For awhile the Hansa were able to keep their rivals in check, worrying them by piracy on the one hand, and insisting on their ancient claims and trade rights on the other.

But Charles V. had ascended the throne; the greatest emperor that had ever governed in Germany since his namesake Charles the Great. He was ruler not only of Germany, but of Spain and the Netherlands, and to the latter people he was especially well disposed. He looked with no friendly eye upon the League, which made itself a power within his territory, and he was not sorry to see it weakened by competition. When the Sound, their Danish Hellespont, the gold mine of the League, continued to be jealously guarded by them, and its navigation denied to other nations, Charles V. declared quite openly that "he would rather miss three royal crowns, than that his Burgunders should be excluded from the Sound." This was a sort of challenge to the Hansa. Let us hear how other circumstances came about to enforce it from other quarters.
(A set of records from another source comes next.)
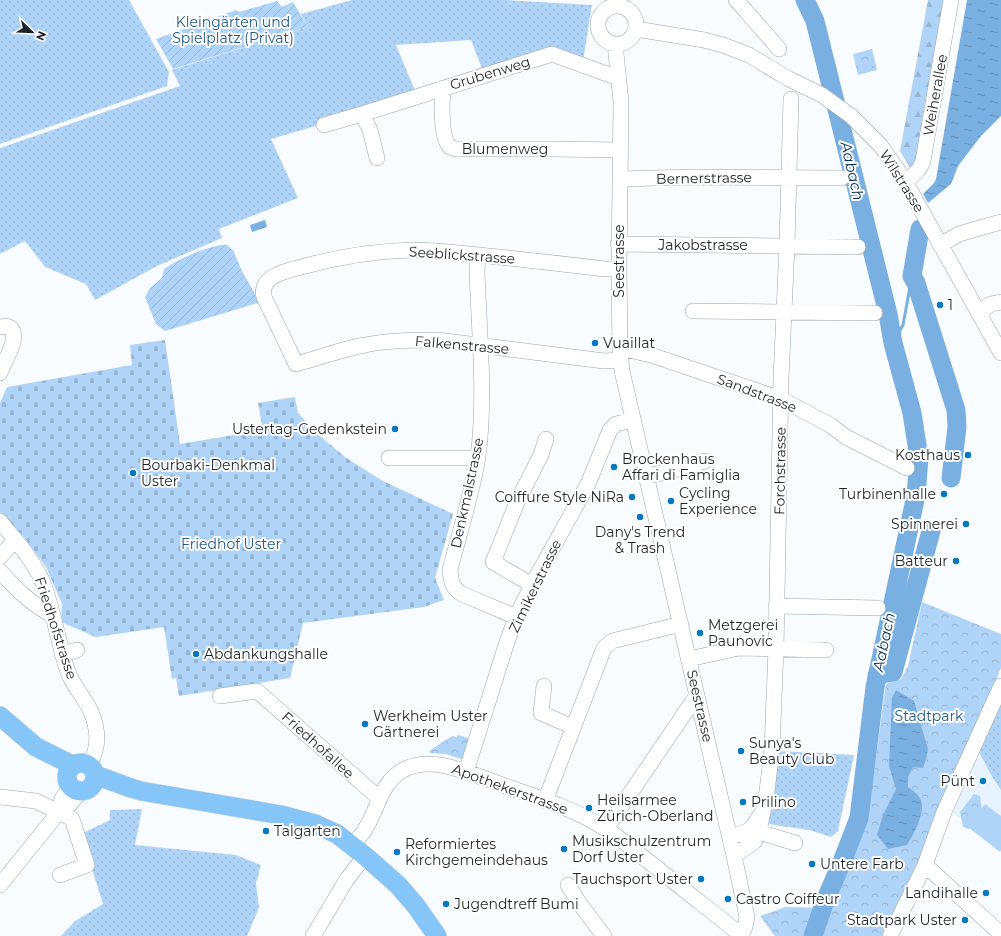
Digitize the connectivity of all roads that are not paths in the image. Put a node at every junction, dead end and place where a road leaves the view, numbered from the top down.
1 (736, 0) edge
2 (951, 0) edge
3 (622, 3) edge
4 (636, 28) junction
5 (615, 44) junction
6 (779, 49) dead end
7 (618, 78) junction
8 (443, 88) junction
9 (791, 98) dead end
10 (362, 114) junction
11 (324, 125) dead end
12 (620, 150) junction
13 (377, 158) dead end
14 (788, 177) junction
15 (842, 178) dead end
16 (620, 179) junction
17 (905, 181) junction
18 (1001, 222) edge
19 (618, 244) junction
20 (787, 245) junction
21 (940, 245) junction
22 (858, 247) dead end
23 (478, 255) junction
24 (618, 269) junction
25 (264, 286) joint
26 (1001, 302) edge
27 (693, 311) dead end
28 (784, 312) junction
29 (875, 313) dead end
30 (978, 313) junction
31 (0, 328) edge
32 (480, 346) junction
33 (1001, 353) edge
34 (620, 355) junction
35 (0, 373) edge
36 (781, 399) junction
37 (632, 420) junction
38 (546, 439) dead end
39 (389, 458) dead end
40 (477, 458) junction
41 (705, 461) dead end
42 (907, 468) dead end
43 (646, 477) junction
44 (0, 521) edge
45 (15, 540) junction
46 (0, 558) edge
47 (0, 571) edge
48 (532, 585) junction
49 (776, 606) junction
50 (878, 608) dead end
51 (52, 615) junction
52 (516, 618) junction
53 (681, 624) junction
54 (776, 648) junction
55 (826, 650) dead end
56 (689, 660) junction
57 (544, 686) dead end
58 (1001, 686) edge
59 (697, 695) junction
60 (220, 696) dead end
61 (0, 716) edge
62 (573, 727) junction
63 (466, 772) junction
64 (81, 777) junction
65 (0, 797) edge
66 (379, 798) junction
67 (545, 801) junction
68 (764, 807) junction
69 (59, 812) junction
70 (606, 829) junction
71 (759, 832) junction
72 (730, 837) junction
73 (795, 843) dead end
74 (359, 850) junction
75 (734, 856) junction
76 (925, 864) junction
77 (60, 875) dead end
78 (0, 885) edge
79 (568, 885) dead end
80 (1001, 934) edge
81 (313, 936) edge
82 (437, 936) edge
83 (604, 936) edge
84 (742, 936) edge
85 (890, 936) edge

1 - 6 street
2 - 17 street, Weiherallee
3 - 4 street
3 - 5 street
4 - 5 street
4 - 17 street, Wilstrasse
5 - 7 street, Seestrasse
7 - 8 street, Grubenweg
7 - 12 street, Seestrasse
8 - 10 street, Grubenweg
8 - 12 street, Blumenweg
9 - 14 street, Forchstrasse
10 - 11 street, Grubenweg
10 - 13 street
12 - 16 street, Seestrasse
14 - 15 street
14 - 16 street, Bernerstrasse
14 - 20 street, Forchstrasse
16 - 19 street, Seestrasse
17 - 21 street, Wilstrasse
18 - 21 street
19 - 20 street, Jakobstrasse
19 - 24 street, Seestrasse
20 - 22 street
20 - 28 street, Forchstrasse
21 - 30 street, Wilstrasse
23 - 24 street, Seeblickstrasse
23 - 25 street, Seeblickstrasse
23 - 32 street, Denkmalstrasse
24 - 34 street, Seestrasse
25 - 32 street, Falkenstrasse
26 - 30 street
27 - 28 street
28 - 29 street
28 - 36 street, Forchstrasse
30 - 33 street, Wilstrasse
31 - 35 street
32 - 34 street, Falkenstrasse
32 - 40 street, Denkmalstrasse
34 - 36 street, Sandstrasse
34 - 37 street, Seestrasse
36 - 42 street, Sandstrasse
36 - 49 street, Forchstrasse
37 - 43 street, Seestrasse
37 - 48 street, Zimikerstrasse
38 - 48 street
39 - 40 street
40 - 52 street, Denkmalstrasse
41 - 43 street
43 - 53 street, Seestrasse
44 - 45 street, Friedhofstrasse
45 - 46 street
45 - 51 street, Friedhofstrasse
47 - 51 street
48 - 52 street, Zimikerstrasse
49 - 50 street
49 - 54 street, Forchstrasse
51 - 64 street, Friedhofstrasse
52 - 63 street, Zimikerstrasse
53 - 56 street, Seestrasse
53 - 62 street
54 - 55 street
54 - 56 street
54 - 68 street, Forchstrasse
56 - 59 street, Seestrasse
57 - 62 street
58 - 76 street
59 - 70 street
59 - 72 street, Seestrasse
60 - 66 street, Friedhofallee
61 - 64 main road
62 - 67 street
63 - 66 street, Apothekerstrasse
63 - 67 street, Apothekerstrasse
64 - 69 street, Friedhofstrasse
64 - 74 main road
65 - 69 street
66 - 74 street, Apothekerstrasse
67 - 70 street, Apothekerstrasse
68 - 71 street, Forchstrasse
68 - 72 street, Forchstrasse
69 - 77 street
69 - 78 street, Friedhofstrasse
70 - 84 street, Apothekerstrasse
71 - 73 street
71 - 75 street, Forchstrasse
72 - 75 street, Seestrasse
74 - 81 street, Apothekerstrasse
74 - 82 main road
75 - 84 street, Seestrasse
76 - 80 street
76 - 85 street
79 - 83 street

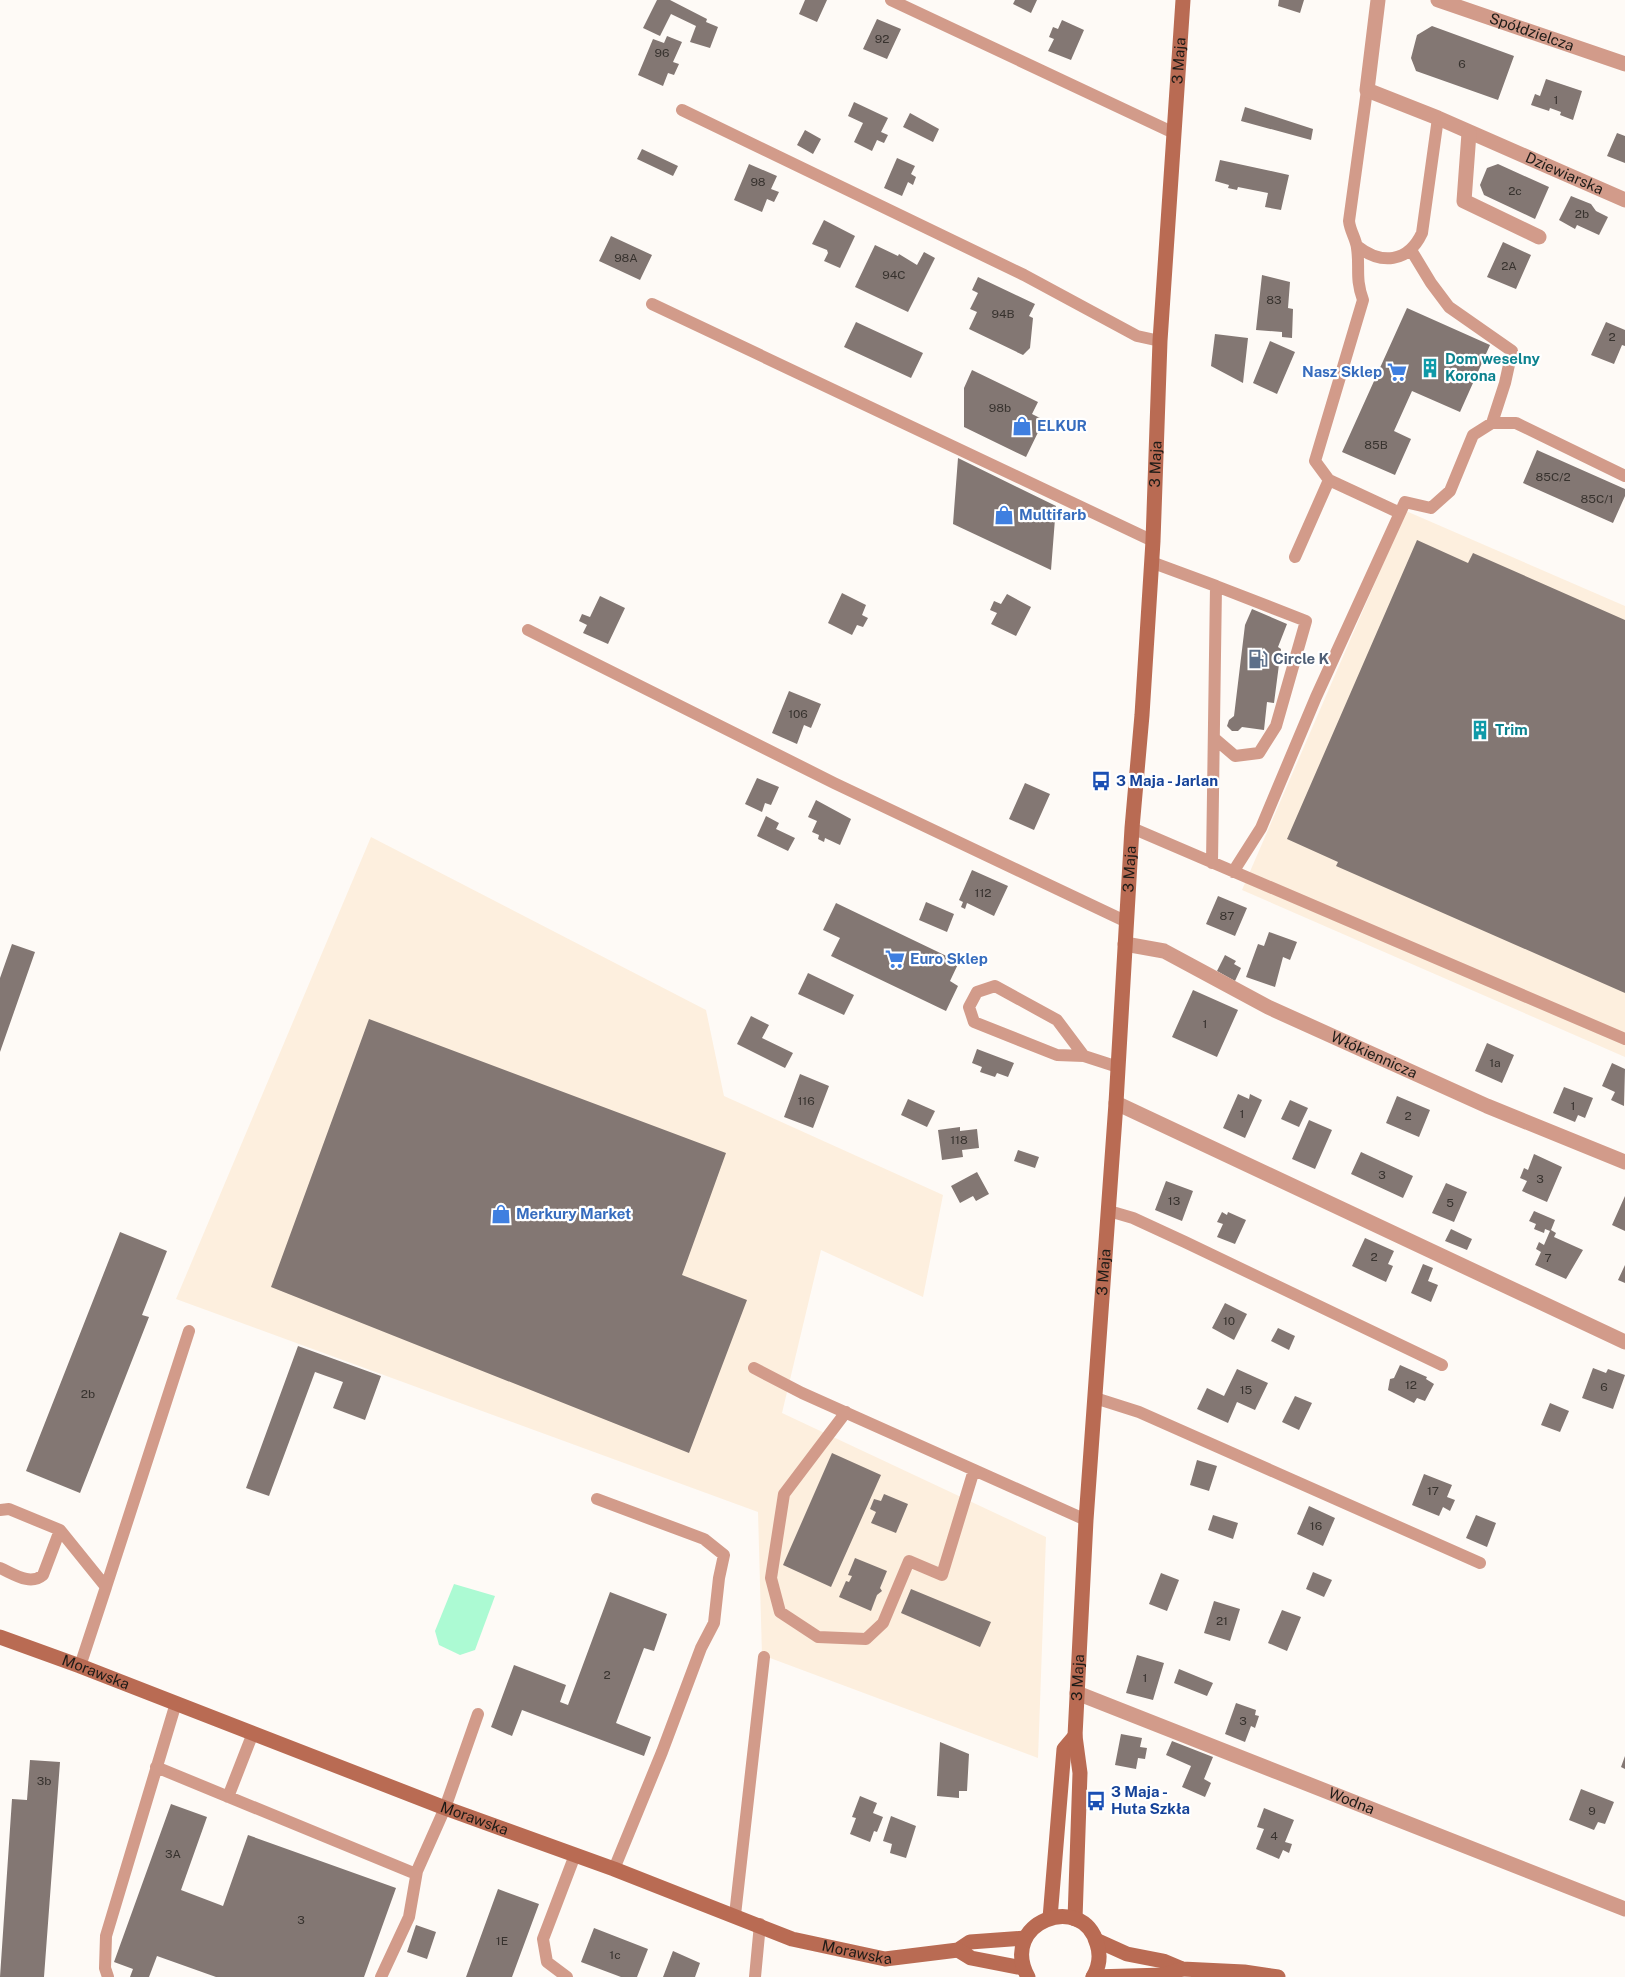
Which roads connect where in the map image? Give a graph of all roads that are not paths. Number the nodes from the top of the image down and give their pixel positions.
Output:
1 (891, 0) edge
2 (1183, 0) edge
3 (1378, 0) edge
4 (1438, 0) edge
5 (1625, 64) edge
6 (1367, 90) junction
7 (682, 110) dead end
8 (1438, 118) junction
9 (1174, 133) junction
10 (1469, 133) junction
11 (1625, 200) edge
12 (1539, 237) dead end
13 (1357, 246) junction
14 (1411, 250) junction
15 (652, 304) dead end
16 (1160, 341) junction
17 (1492, 423) junction
18 (1625, 476) edge
19 (1329, 480) junction
20 (1400, 513) junction
21 (1152, 541) junction
22 (1296, 557) dead end
23 (1152, 562) junction
24 (1216, 586) junction
25 (528, 630) dead end
26 (1214, 738) junction
27 (1132, 828) junction
28 (1212, 863) junction
29 (1233, 872) junction
30 (1127, 922) junction
31 (1125, 944) junction
32 (1625, 1039) edge
33 (1084, 1056) junction
34 (1118, 1067) junction
35 (1116, 1102) junction
36 (1625, 1162) edge
37 (1109, 1211) junction
38 (189, 1331) dead end
39 (1625, 1342) edge
40 (1442, 1365) dead end
41 (754, 1368) dead end
42 (1095, 1398) junction
43 (846, 1412) junction
44 (974, 1470) junction
45 (597, 1499) dead end
46 (0, 1510) edge
47 (1086, 1520) junction
48 (60, 1530) junction
49 (1480, 1563) dead end
50 (0, 1568) edge
51 (106, 1587) junction
52 (0, 1637) edge
53 (764, 1657) dead end
54 (80, 1666) junction
55 (1077, 1693) junction
56 (176, 1703) junction
57 (478, 1714) dead end
58 (253, 1733) junction
59 (1074, 1736) junction
60 (156, 1767) junction
61 (228, 1796) junction
62 (445, 1808) junction
63 (575, 1855) junction
64 (614, 1869) junction
65 (416, 1874) junction
66 (1625, 1909) edge
67 (735, 1915) junction
68 (1050, 1918) junction
69 (1075, 1919) junction
70 (760, 1924) junction
71 (1025, 1938) junction
72 (1096, 1940) junction
73 (958, 1950) junction
74 (1182, 1969) junction
75 (1025, 1973) edge
76 (108, 1977) edge
77 (381, 1977) edge
78 (566, 1977) edge
79 (755, 1977) edge
80 (1093, 1977) edge
81 (1278, 1977) edge

1 - 9 lane
2 - 9 street, 3 Maja
3 - 6 street
4 - 5 street, Spółdzielcza
6 - 8 street, Dziewiarska
6 - 13 lane
7 - 16 lane
8 - 10 street, Dziewiarska
8 - 14 lane
9 - 16 street, 3 Maja
10 - 11 street, Dziewiarska
10 - 12 street
13 - 14 lane
13 - 19 lane
14 - 17 lane
15 - 21 lane
16 - 21 street, 3 Maja
17 - 18 lane
17 - 20 lane
19 - 20 lane
19 - 22 lane
20 - 29 lane
21 - 23 street, 3 Maja
23 - 24 lane
23 - 27 street, 3 Maja
24 - 26 lane
24 - 26 lane
25 - 30 lane
26 - 28 lane
27 - 28 lane
27 - 30 street, 3 Maja
28 - 29 lane
29 - 32 lane
30 - 31 street, 3 Maja
31 - 34 street, 3 Maja
31 - 36 street, Włókiennicza
33 - 33 lane
33 - 34 lane
34 - 35 street, 3 Maja
35 - 37 street, 3 Maja
35 - 39 street
37 - 40 lane
37 - 42 street, 3 Maja
38 - 51 lane
41 - 43 lane
42 - 47 street, 3 Maja
42 - 49 lane
43 - 44 lane
43 - 44 lane
44 - 47 lane
45 - 64 lane
46 - 48 lane
47 - 55 street, 3 Maja
48 - 50 lane
48 - 51 lane
51 - 54 lane
52 - 54 street, Morawska
53 - 67 lane
54 - 56 street, Morawska
55 - 59 street, 3 Maja
55 - 66 street, Wodna
56 - 58 street, Morawska
56 - 60 lane
57 - 62 lane
58 - 61 lane
58 - 62 street, Morawska
59 - 68 street, 3 Maja
59 - 69 street, 3 Maja
60 - 61 lane
60 - 76 lane
61 - 65 lane
62 - 63 street, Morawska
62 - 65 lane
63 - 64 street, Morawska
63 - 78 lane
64 - 67 street, Morawska
65 - 77 lane
67 - 70 street, Morawska
68 - 69 street
68 - 71 street
69 - 72 street
70 - 73 street, Morawska
70 - 79 lane
71 - 73 street, Morawska
71 - 75 street
72 - 74 street
72 - 80 street
73 - 75 street
74 - 80 street
74 - 81 street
It may be remembered that since the days of Waldemar Atterdag, the League had always had a voice in the election of a ruler to one of the three northern kingdoms, and that it regarded with no friendly eye the attempts made at a union of those kingdoms under one common head.

In 1513 Christian II. had ascended the Danish throne. He was an unscrupulous and cruel ruler, known to posterity as the Nero of the North. Before ascending the throne of Denmark he had been governor of Norway, and in that capacity had conceived a bitter hatred against the overbearing foreigners, "those German cobblers," as he called them, who once even ventured to close against him the gates of his own town of Bergen. He had already favoured by all ways in his power the trade of non-Hanseatics, and tried to obtain some gentler treatment for the oppressed burghers of Bergen. Still so great was yet the fear of the Hansa, that when in 1513 Christian was crowned King of Denmark, he made no difficulties about renewing all Hanseatic treaties and privileges, and only stipulated that the harbours of Norway should also be accessible to the Netherlanders. In return he desired their assistance against Sweden, with which country he was at war.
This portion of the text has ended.